Otra forma de interpretarlo, en coherencia con la indiscutible afirmación del libre albedrío por parte de Cervantes y con el resto de su pensamiento, sobre todo, con el carácter providencialista de éste, es entender que el destino de que habla Cervantes, en realidad, como no puede ser de otro modo para un cristiano, está sometido a Dios, no siendo sino una forma de providencia, cuando ésta tiene un sentido negativo para los seres humanos, y que por tanto la muerte en Roma del peregrino polaco fue un designio de la providencia. De hecho esta fue la forma como el pensamiento cristiano, desde una tradición muy antigua que se remonta a san Agustín, había procurado reconciliar la doctrina estoica del hado con el cristianismo, algo que sin duda Cervantes no podría ignorar, dada la facilidad de acceso al conocimiento del estoicismo en su tiempo. San Agustín, en su discusión de la definición estoica del destino o hado, argüía que el hado no usurpa el poder de Dios, sino que más bien es la expresión de la voluntad de Dios (cf. La ciudad de Dios, 5, 8). Y esta es la idea que inspiró a los introductores del estoicismo en la Europa cristiana en las postrimerías de la Edad Media y durante el Renacimiento, como bien se ve en las obras de Séneca traducidas por Alonso de Cartagena, quien en sus notas a los textos traducidos busca a todo trance conciliar el estoicismo con la doctrina cristiana. Y ese fue también el camino seguido por el máximo representante del neoestoicismo renacentista, Justo Lipsio, quien, en la línea de san Agustín, modificó la idea estoica del hado y la reinterpretó en conformidad con la teología cristiana, lo que le llevó a distinguir entre el falso hado de los estoicos del verdadero hado de los cristianos y subsecuentemente admitir que lo que los estoicos llaman destino es lo sucedido o realizado en virtud del orden fijado por Dios, lo que convierte al destino en un aspecto de la providencia divina (cf. Justo Lipsio, El libro de la constancia, I, 19 (edición facsímil de la de 1616), Ollero y Ramos, Editores, 1999, págs. 54-8) .

O quizá se trata de una mera licencia literaria del mismo tenor que la que se permite otro adalid del libre albedrío, Calderón, considerado incluso por muchos el mayor poeta del libre albedrío de la España de Sigo de Oro, a quien en el acto tercero de su comedia El conde Lucanor se el escapó escribir:»…y pues ninguno/ resistir al hado puede…». ¿A alguien se le ocurriría en serio cuestionar por ello la reputación de Calderón como poeta del libre albedrío?

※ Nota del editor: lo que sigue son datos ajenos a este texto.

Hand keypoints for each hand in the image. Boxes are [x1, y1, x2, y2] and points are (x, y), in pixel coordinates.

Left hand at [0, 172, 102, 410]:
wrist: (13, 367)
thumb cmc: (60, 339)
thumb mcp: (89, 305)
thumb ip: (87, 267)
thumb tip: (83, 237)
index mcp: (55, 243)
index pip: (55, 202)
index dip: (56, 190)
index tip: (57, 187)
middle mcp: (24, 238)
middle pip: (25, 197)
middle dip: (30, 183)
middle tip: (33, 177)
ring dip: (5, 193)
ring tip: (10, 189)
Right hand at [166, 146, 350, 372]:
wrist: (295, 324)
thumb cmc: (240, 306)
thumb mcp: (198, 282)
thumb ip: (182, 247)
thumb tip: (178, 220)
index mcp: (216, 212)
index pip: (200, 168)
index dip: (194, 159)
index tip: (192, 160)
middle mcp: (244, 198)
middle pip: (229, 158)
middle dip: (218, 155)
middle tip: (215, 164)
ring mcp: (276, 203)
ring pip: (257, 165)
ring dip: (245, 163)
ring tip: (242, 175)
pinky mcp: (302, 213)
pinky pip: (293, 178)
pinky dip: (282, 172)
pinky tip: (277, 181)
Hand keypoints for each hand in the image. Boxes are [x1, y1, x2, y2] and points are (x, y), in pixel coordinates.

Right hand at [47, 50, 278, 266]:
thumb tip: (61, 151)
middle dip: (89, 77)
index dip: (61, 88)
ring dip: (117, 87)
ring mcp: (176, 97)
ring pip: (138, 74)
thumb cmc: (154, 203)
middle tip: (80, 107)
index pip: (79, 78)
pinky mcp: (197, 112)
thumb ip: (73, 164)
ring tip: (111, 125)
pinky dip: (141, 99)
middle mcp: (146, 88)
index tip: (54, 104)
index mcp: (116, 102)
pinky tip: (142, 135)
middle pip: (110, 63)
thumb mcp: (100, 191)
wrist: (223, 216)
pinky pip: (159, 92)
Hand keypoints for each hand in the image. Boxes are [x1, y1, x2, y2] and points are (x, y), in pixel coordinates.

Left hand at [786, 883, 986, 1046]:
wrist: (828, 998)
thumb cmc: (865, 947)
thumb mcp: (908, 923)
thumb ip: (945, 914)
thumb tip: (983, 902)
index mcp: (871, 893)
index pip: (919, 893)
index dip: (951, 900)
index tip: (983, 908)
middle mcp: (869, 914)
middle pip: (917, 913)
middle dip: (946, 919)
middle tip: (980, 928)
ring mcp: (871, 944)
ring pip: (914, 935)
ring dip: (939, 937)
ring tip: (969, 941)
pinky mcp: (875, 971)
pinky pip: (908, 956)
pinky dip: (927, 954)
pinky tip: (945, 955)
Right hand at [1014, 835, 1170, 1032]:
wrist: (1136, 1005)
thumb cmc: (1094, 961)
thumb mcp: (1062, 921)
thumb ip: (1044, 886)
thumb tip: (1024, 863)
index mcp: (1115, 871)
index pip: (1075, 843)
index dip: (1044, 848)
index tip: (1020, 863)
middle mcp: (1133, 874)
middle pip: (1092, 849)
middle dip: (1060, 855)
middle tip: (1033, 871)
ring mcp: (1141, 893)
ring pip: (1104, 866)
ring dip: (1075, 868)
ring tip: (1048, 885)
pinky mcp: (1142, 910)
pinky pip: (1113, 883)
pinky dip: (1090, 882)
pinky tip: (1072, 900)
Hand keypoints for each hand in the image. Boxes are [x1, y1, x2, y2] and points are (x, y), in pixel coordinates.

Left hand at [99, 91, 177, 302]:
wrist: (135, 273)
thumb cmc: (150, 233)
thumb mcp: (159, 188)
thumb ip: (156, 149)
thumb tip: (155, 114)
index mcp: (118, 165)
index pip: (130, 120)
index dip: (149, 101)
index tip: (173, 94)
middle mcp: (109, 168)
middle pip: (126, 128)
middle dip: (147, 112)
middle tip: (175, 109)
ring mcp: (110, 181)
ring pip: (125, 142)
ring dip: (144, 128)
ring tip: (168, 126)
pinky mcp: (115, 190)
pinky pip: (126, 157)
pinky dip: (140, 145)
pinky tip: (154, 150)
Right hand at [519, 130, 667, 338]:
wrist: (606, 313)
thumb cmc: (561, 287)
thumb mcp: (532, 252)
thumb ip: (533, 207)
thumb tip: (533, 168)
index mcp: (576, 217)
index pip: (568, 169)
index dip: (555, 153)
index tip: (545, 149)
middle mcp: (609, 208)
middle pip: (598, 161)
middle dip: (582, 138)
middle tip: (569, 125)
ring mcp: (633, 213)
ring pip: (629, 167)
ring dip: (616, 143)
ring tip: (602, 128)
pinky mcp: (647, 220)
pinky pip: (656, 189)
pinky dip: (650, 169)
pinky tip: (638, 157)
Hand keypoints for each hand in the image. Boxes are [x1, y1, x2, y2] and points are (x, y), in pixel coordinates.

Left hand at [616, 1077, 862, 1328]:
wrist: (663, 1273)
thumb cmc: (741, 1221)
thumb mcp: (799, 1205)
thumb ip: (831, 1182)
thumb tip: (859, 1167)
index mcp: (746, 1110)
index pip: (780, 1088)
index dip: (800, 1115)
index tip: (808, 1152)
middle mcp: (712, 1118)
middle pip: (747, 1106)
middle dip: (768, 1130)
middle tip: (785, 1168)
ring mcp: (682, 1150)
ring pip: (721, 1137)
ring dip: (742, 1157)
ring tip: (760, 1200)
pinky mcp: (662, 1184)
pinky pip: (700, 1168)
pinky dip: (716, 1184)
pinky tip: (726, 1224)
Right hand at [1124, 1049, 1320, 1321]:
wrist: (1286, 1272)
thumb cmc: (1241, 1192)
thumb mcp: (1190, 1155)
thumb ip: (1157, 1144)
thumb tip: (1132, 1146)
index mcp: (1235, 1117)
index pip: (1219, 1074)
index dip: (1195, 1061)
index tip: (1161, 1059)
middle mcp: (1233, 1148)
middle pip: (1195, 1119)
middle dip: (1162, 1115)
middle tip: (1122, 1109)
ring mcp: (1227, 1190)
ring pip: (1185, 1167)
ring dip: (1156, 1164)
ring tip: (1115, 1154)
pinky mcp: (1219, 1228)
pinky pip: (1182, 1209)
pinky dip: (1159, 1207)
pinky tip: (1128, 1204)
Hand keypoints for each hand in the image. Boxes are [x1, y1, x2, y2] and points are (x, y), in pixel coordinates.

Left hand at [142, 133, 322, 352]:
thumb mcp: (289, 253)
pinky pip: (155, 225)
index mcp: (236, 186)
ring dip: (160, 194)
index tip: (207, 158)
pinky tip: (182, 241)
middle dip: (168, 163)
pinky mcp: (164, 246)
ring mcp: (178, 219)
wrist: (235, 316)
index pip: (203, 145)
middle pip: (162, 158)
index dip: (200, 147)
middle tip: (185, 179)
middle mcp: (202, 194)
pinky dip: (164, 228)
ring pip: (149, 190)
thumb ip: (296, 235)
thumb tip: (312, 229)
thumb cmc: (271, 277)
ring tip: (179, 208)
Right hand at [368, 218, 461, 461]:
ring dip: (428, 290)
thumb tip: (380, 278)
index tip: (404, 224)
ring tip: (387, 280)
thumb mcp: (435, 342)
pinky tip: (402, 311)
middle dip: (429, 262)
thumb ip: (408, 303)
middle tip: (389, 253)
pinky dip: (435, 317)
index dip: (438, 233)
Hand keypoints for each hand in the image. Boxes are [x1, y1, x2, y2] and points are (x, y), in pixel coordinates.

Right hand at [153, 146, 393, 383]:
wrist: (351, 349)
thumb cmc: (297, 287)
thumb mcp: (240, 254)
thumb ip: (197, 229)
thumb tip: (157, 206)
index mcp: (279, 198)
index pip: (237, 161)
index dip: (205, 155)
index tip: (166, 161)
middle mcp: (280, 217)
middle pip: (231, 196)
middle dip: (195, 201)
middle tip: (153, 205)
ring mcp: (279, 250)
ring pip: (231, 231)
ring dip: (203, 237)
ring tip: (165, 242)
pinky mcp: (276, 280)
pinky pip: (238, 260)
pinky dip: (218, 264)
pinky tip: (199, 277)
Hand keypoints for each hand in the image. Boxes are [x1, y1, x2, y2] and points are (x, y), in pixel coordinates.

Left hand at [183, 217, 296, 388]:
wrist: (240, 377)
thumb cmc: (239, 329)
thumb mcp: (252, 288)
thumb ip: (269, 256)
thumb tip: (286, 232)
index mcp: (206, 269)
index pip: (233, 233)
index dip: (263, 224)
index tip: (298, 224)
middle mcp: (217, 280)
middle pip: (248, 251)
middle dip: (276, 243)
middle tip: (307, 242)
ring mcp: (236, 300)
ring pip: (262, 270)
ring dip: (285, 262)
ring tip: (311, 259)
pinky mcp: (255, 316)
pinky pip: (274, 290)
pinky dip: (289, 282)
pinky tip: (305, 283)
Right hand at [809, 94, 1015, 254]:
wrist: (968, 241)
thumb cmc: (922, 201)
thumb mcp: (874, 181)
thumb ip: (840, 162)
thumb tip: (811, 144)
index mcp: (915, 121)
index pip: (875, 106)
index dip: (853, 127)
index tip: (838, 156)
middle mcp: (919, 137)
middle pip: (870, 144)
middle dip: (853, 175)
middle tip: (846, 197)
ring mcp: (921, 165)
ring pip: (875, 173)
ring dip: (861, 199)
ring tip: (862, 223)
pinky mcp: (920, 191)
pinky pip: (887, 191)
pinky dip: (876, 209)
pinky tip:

Otra cosa es el problema de la compatibilidad entre la providencia divina y la libertad humana, pero ese es un asunto que no nos concierne aquí, pues Cervantes no se lo plantea, sino sólo el de entender lo que Cervantes realmente quiso decir a la luz de los rasgos generales esenciales de su pensamiento marcadamente cristiano.